The views expressed are those of the author and do not necessarily reflect the official positions of the Federal Reserve Bank of St. Louis, the Federal Reserve System, the Board of Governors, the University of Missouri, the Personal Financial Planning Department or The Office for Financial Success.

 

“A budget tells us what we can’t afford, but it doesn’t keep us from buying it.”

—William Feather

 

Have you ever bought something you really couldn’t afford? You simply swipe your credit card and leave the store with something shiny and new. That instant gratification overpowers any thought of the regret you’ll have when you must start paying off your accumulated debt. Economists call this phenomenon time inconsistency. An individual with time-inconsistent preferences pursues happiness today even if it results in unhappiness tomorrow. Consequently, he will make decisions that do not maximize lifetime satisfaction (i.e., utility).(1) In “econ speak,” a person with time-inconsistent preferences values the present more than the future. Accordingly, he will make decisions with a present bias, choosing what makes him happy in the moment. Thus, time inconsistency can be understood as the inability to consistently follow a good plan over one’s lifetime.

 

Let’s return to the shopping example. Even though you know that in the long-run you will have to work more hours and/or sacrifice other fun activities to pay your credit card bill (and the act of paying off that debt does not make you happy), showing off your new purchase maximizes your utility today.

 

Although this example describes time inconsistency using microeconomics, this concept also applies to macroeconomics.
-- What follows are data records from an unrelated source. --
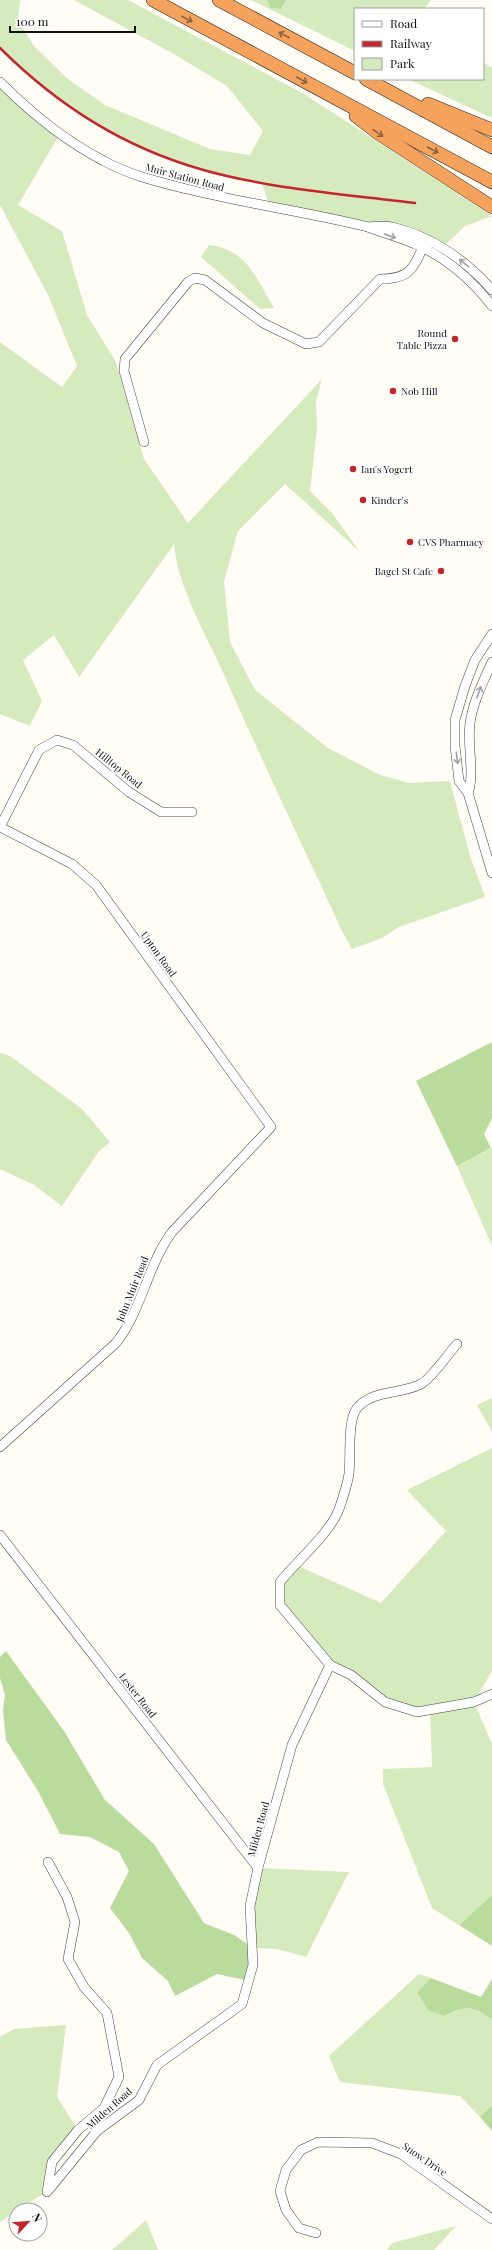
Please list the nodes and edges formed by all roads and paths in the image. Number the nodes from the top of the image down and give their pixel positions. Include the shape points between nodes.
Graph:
1 (153, 0) edge
2 (219, 0) edge
3 (354, 72) edge
4 (368, 80) edge
5 (368, 80) edge
6 (0, 82) edge
7 (325, 92) junction
8 (492, 130) edge
9 (492, 147) edge
10 (492, 182) edge
11 (492, 207) edge
12 (424, 244) junction
13 (492, 290) edge
14 (492, 306) edge
15 (144, 442) dead end
16 (492, 634) edge
17 (492, 662) edge
18 (468, 793) junction
19 (192, 812) dead end
20 (0, 827) edge
21 (492, 873) edge
22 (271, 1127) joint
23 (457, 1344) dead end
24 (0, 1447) edge
25 (0, 1535) edge
26 (330, 1665) junction
27 (492, 1694) edge
28 (48, 1862) dead end
29 (258, 1868) junction
30 (492, 2219) edge
31 (316, 2233) dead end

1 -> 7 highway
3 -> 2 highway
4 - 8 highway
5 - 9 highway
6 - 12 street, Muir Station Road via 60,132 104,161 150,180 229,200 324,216 368,227 391,226
7 -> 10 highway
7 -> 11 highway via 378,133
13 -> 12 street, Muir Station Road via 476,272 443,247
12 - 14 street, Muir Station Road via 480,290
12 - 15 street via 407,274 396,279 380,279 319,342 306,344 264,323 205,280 195,278 188,282 125,359 124,371
16 -> 18 street via 475,660 455,720 459,781
18 -> 17 street via 472,782 469,761 470,723 478,693
18 - 21 street
19 - 20 street, Hilltop Road via 161,812 129,792 73,745 57,740 39,750
20 - 22 street, Upton Road via 72,864 96,885
22 - 24 street, John Muir Road via 161,1246 129,1327 116,1343
23 - 26 street via 423,1383 410,1390 381,1393 363,1402 356,1410 352,1423 348,1475 338,1511 319,1539 280,1582 280,1605
25 - 29 street, Lester Road
26 - 27 street via 351,1675 385,1702 416,1712 474,1702
26 - 29 street, Milden Road via 292,1745
28 - 29 street, Milden Road via 67,1897 75,1922 68,1959 84,1987 107,2013 119,2077 104,2108 78,2130 52,2162 47,2192 97,2131 139,2100 157,2065 242,2004 253,1965 250,1906
30 - 31 street, Snow Drive via 401,2154 372,2142 318,2142 301,2150 286,2170 280,2191 286,2210 299,2228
For example, just this summer, the government debated whether to raise the debt ceiling (the legal maximum amount the federal government can borrow) and how to implement policies to reduce future budget deficits. Ultimately, Congress voted to raise the debt ceiling without immediately reducing the deficit. This plan implies the government will neither have to cut spending on current programs nor raise taxes in the short run. The new law is most beneficial to policymakers today: They can continue to provide for their constituents just as before, thereby increasing their chances of re-election. In the long run, however, taxpayers will still have to repay the debt.(2) Thus, raising the debt ceiling will likely make politicians unhappy in the long run because of the political risks associated with increasing taxes and/or cutting government programs.

 

On the other hand, if Congress had voted to maintain the debt ceiling and reduce the budget deficit, the government would have had to cut current spending, raise taxes, or some combination of the two. Doing so would have made most politicians unhappy in the short run because cutting programs and/or raising taxes could risk their re-election and possibly hinder economic growth. In the long run, maintaining the debt ceiling could have resulted in more sustainable budgeting choices and programs in the future.

 

So how can individuals and governments maximize lifetime utility in the face of time inconsistency? Rather than making decisions with discretion—that is, selecting a course of action once a situation occurs— economists propose enacting credible rules—that is, mandating a predefined action/plan for a given situation. For our shopping example, a cash-only rule or a credit card with a lower spending limit may have prevented a splurge. In the case of the debt ceiling, a balanced-budget rule (as many state governments have) may have prevented the debt ceiling crisis. Using credible rules (e.g., enforcing a strict personal spending limit or a federal debt ceiling that cannot be raised) forces people to commit to certain actions. As a result, they will act in a more time-consistent manner: Their decisions today will take into account their future happiness.

 

—By E. Katarina Vermann, Research Analyst

 

(1)In contrast, a person with time-consistent preferences chooses what makes him happy today and tomorrow. These choices maximize lifetime utility (satisfaction).

 

(2) The government always has the option of defaulting on its future debt by monetizing the deficit (printing more money) and generating higher inflation. This option would also be suboptimal.

 

Articles on Time Inconsistency

“Like There’s No Tomorrow: How Economists Think About Procrastination,” by Ray Fisman. SLATE, Thursday, May 15, 2008. http://www.slate.com/id/2191140/

This article discusses specific ways to overcome procrastination (a time-inconsistent behavior).

 

“Time Inconsistency,” by Greg Mankiw. Random Observations for Students of Economics (blog), Wednesday, April 19, 2006. http://gregmankiw.blogspot.com/2006/04/time-inconsistency.html

This blog post discusses the time inconsistency of government policy and the need for fixed policy rules.

 

“Rules vs. Discretion: The Wrong Choice Could Open the Floodgates,” by Jason Buol and Mark Vaughan. Federal Reserve Bank of St. Louis Regional Economist, January 2003. http://stlouisfed.org/publications/re/articles/?id=426

This article discusses (i) how discretionary policy can lead people to make poor choices in expectation of a government bailout and (ii) the need for policy rules to enable the outcome demanded by the public in the short run to be consistent with that desired in the long run.

 

Free Resources

Resource: “Political Negotiations Also Shaped by Human Psychology,” by Shankar Vedantam. Morning Edition news story (audio), July 28, 2011

Description: A psychological look at the debt-ceiling debate.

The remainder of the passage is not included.